The Acting Secretary of State to the Minister in Finland ( Kagey )

16. Your 8, July 27, 1923, 10 a.m.1 Department’s instruction 81, August 16, 1923.2 (1) The Department on July 31st handed to the Finnish Minister a draft note for the immediate conclusion of a modus vivendi, to be effected through exchange of notes assuring reciprocal unconditional most-favored-nation treatment in commercial matters.
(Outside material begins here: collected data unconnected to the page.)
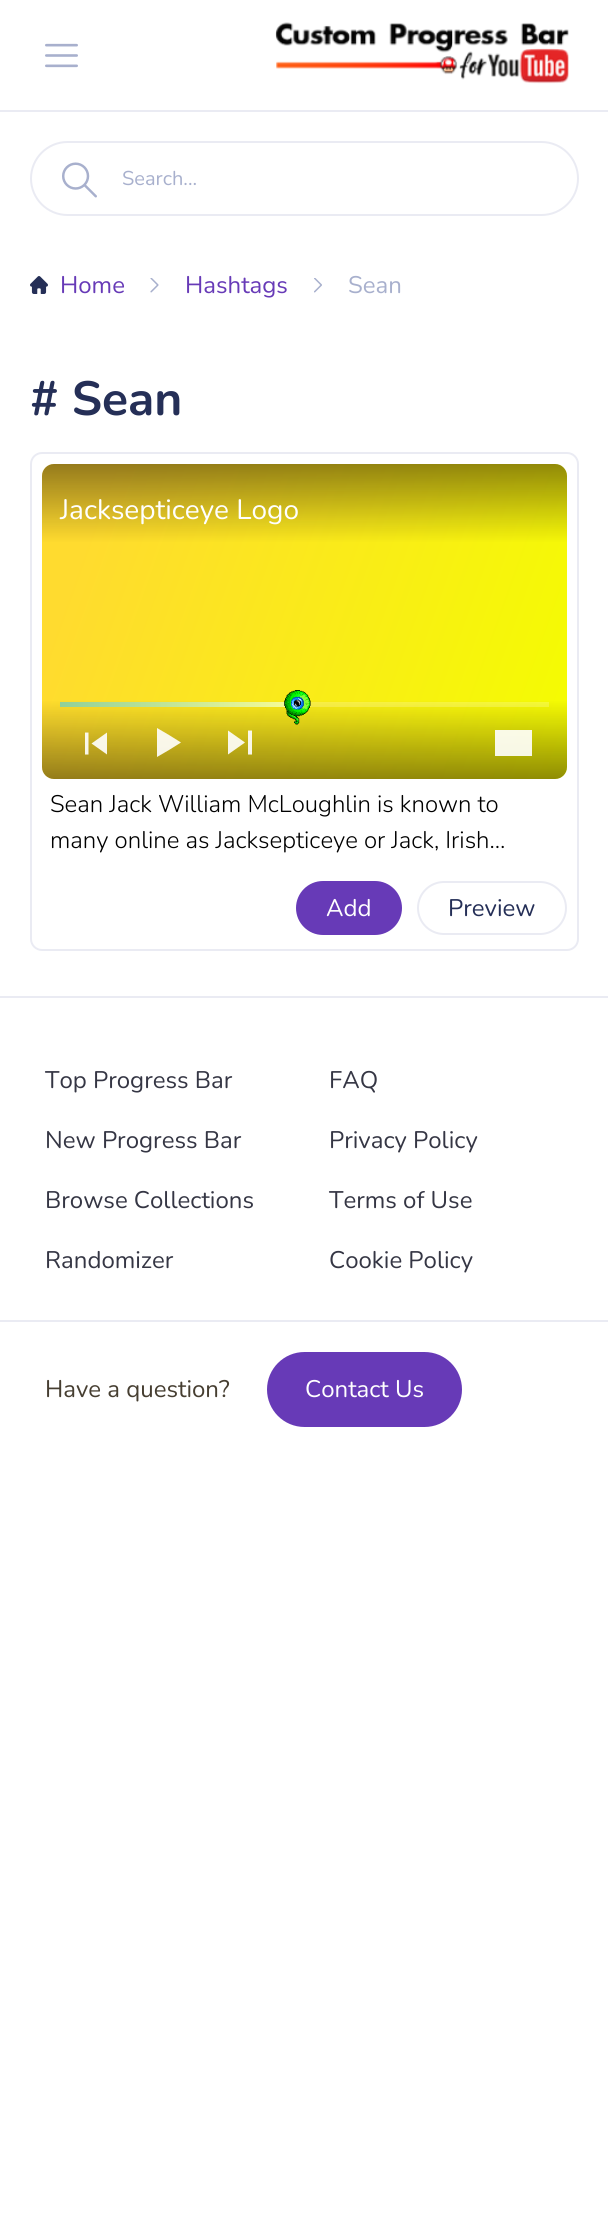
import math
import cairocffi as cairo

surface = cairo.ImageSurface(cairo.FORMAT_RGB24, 608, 2213)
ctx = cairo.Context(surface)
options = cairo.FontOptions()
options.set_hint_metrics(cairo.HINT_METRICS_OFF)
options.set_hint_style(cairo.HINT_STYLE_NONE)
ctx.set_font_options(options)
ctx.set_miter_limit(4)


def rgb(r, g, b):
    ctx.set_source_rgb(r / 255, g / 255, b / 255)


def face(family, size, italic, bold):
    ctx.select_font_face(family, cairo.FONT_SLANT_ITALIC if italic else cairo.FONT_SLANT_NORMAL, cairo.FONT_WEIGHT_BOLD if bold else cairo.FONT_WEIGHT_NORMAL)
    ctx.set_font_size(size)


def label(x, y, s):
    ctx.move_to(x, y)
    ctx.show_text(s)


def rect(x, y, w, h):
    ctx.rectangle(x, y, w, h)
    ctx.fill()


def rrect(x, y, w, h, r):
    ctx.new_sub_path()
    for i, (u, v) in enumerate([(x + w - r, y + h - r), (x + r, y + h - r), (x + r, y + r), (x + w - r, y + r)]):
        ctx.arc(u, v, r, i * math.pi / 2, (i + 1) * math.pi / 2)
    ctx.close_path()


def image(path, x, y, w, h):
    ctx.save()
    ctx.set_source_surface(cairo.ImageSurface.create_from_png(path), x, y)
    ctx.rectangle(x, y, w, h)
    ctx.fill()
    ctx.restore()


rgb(255, 255, 255)
ctx.paint()
rgb(234, 235, 243)
rect(0, 110, 608, 2)
image('image0.png', 45, 43, 33, 25)
image('image1.png', 275, 22, 294, 62)
rrect(31, 142, 547, 73, 36.5)
ctx.stroke()
image('image2.png', 62, 162, 35, 36)
face('Nunito', 20, 0, 0)
rgb(168, 176, 205)
label(122, 185, 'Search...')
image('image3.png', 30, 276, 18, 18)
face('Nunito', 24, 0, 0)
rgb(103, 58, 183)
label(60, 293, 'Home')
image('image4.png', 150, 278, 9, 15)
label(185, 293, 'Hashtags')
image('image5.png', 314, 278, 8, 15)
rgb(168, 176, 205)
label(348, 293, 'Sean')
face('Nunito', 48, 0, 1)
rgb(37, 47, 87)
label(30, 415, '# Sean')
rrect(31, 453, 547, 497, 11)
rgb(234, 235, 243)
ctx.stroke()
gradient = cairo.LinearGradient(22, 520, 588, 722)
gradient.add_color_stop_rgba(0.11, 1, 0.859, 0.184, 1)
gradient.add_color_stop_rgba(1, 0.957, 0.992, 0, 1)
ctx.set_source(gradient)
rrect(42, 464, 525, 315, 12)
ctx.fill()
gradient = cairo.LinearGradient(305, 464, 305, 779)
gradient.add_color_stop_rgba(0, 0.078, 0.02, 0.02, 0.45)
gradient.add_color_stop_rgba(0.25, 0.078, 0.02, 0.02, 0)
gradient.add_color_stop_rgba(0.75, 0.078, 0.02, 0.02, 0)
gradient.add_color_stop_rgba(1, 0.078, 0.02, 0.02, 0.45)
ctx.set_source(gradient)
rrect(42, 464, 525, 315, 12)
ctx.fill()
face('Nunito', 28, 0, 0)
rgb(255, 255, 255)
label(60, 519, 'Jacksepticeye Logo')
ctx.set_source_rgba(1, 1, 1, 0.2)
rect(309, 702, 240, 5)
gradient = cairo.LinearGradient(60, 705, 305, 705)
gradient.add_color_stop_rgba(0, 0.565, 0.816, 0.6, 1)
gradient.add_color_stop_rgba(1, 0.996, 1, 0.592, 1)
ctx.set_source(gradient)
rect(60, 702, 225, 5)
image('image6.png', 284, 690, 27, 35)
ctx.set_source_rgba(1, 1, 1, 0.9)
ctx.new_path()
ctx.move_to(107, 732.5)
ctx.line_to(91.5, 743.5)
ctx.line_to(107, 754.5)
ctx.close_path()
ctx.move_to(88.5, 754.5)
ctx.line_to(88.5, 732.5)
ctx.line_to(85, 732.5)
ctx.line_to(85, 754.5)
ctx.close_path()
ctx.fill()
ctx.new_path()
ctx.move_to(157, 757)
ctx.line_to(169, 750)
ctx.line_to(169, 735)
ctx.line_to(157, 728)
ctx.close_path()
ctx.move_to(169, 750)
ctx.line_to(181, 742.5)
ctx.line_to(169, 735)
ctx.close_path()
ctx.fill()
ctx.new_path()
ctx.move_to(228, 754.5)
ctx.line_to(245, 742.5)
ctx.line_to(228, 730.5)
ctx.close_path()
ctx.move_to(248, 730.5)
ctx.line_to(248, 754.5)
ctx.line_to(252, 754.5)
ctx.line_to(252, 730.5)
ctx.close_path()
ctx.fill()
rect(495, 730, 37, 26)
face('Nunito Light', 24, 0, 0)
rgb(0, 0, 0)
label(50, 812, 'Sean Jack William McLoughlin is known to')
label(50, 848, 'many online as Jacksepticeye or Jack, Irish…')
rgb(103, 58, 183)
rrect(296, 881, 106, 54, 27)
ctx.fill()
face('Nunito', 24, 0, 0)
rgb(255, 255, 255)
label(326, 916, 'Add')
rrect(418, 882, 148, 52, 26)
rgb(234, 235, 243)
ctx.stroke()
rgb(37, 47, 87)
label(448, 916, 'Preview')
rgb(234, 235, 243)
rect(0, 996, 608, 2)
rgb(53, 54, 68)
label(45, 1088, 'Top Progress Bar')
label(45, 1148, 'New Progress Bar')
label(45, 1208, 'Browse Collections')
label(45, 1268, 'Randomizer')
label(329, 1088, 'FAQ')
label(329, 1148, 'Privacy Policy')
label(329, 1208, 'Terms of Use')
label(329, 1268, 'Cookie Policy')
rgb(234, 235, 243)
rect(0, 1320, 608, 2)
rgb(70, 62, 49)
label(45, 1397, 'Have a question?')
rgb(103, 58, 183)
rrect(267, 1352, 195, 75, 37.5)
ctx.fill()
rgb(255, 255, 255)
label(305, 1397, 'Contact Us')
surface.write_to_png('render.png')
The text of the proposed note is as follows:

“I have the honor to make the following statement of my understanding of the agreement reached through recent conversations held at Washington on behalf of the Government of the United States and the Government of Finland with reference to the treatment which the United States shall accord to the commerce of Finland and which Finland shall accord to the commerce of the United States.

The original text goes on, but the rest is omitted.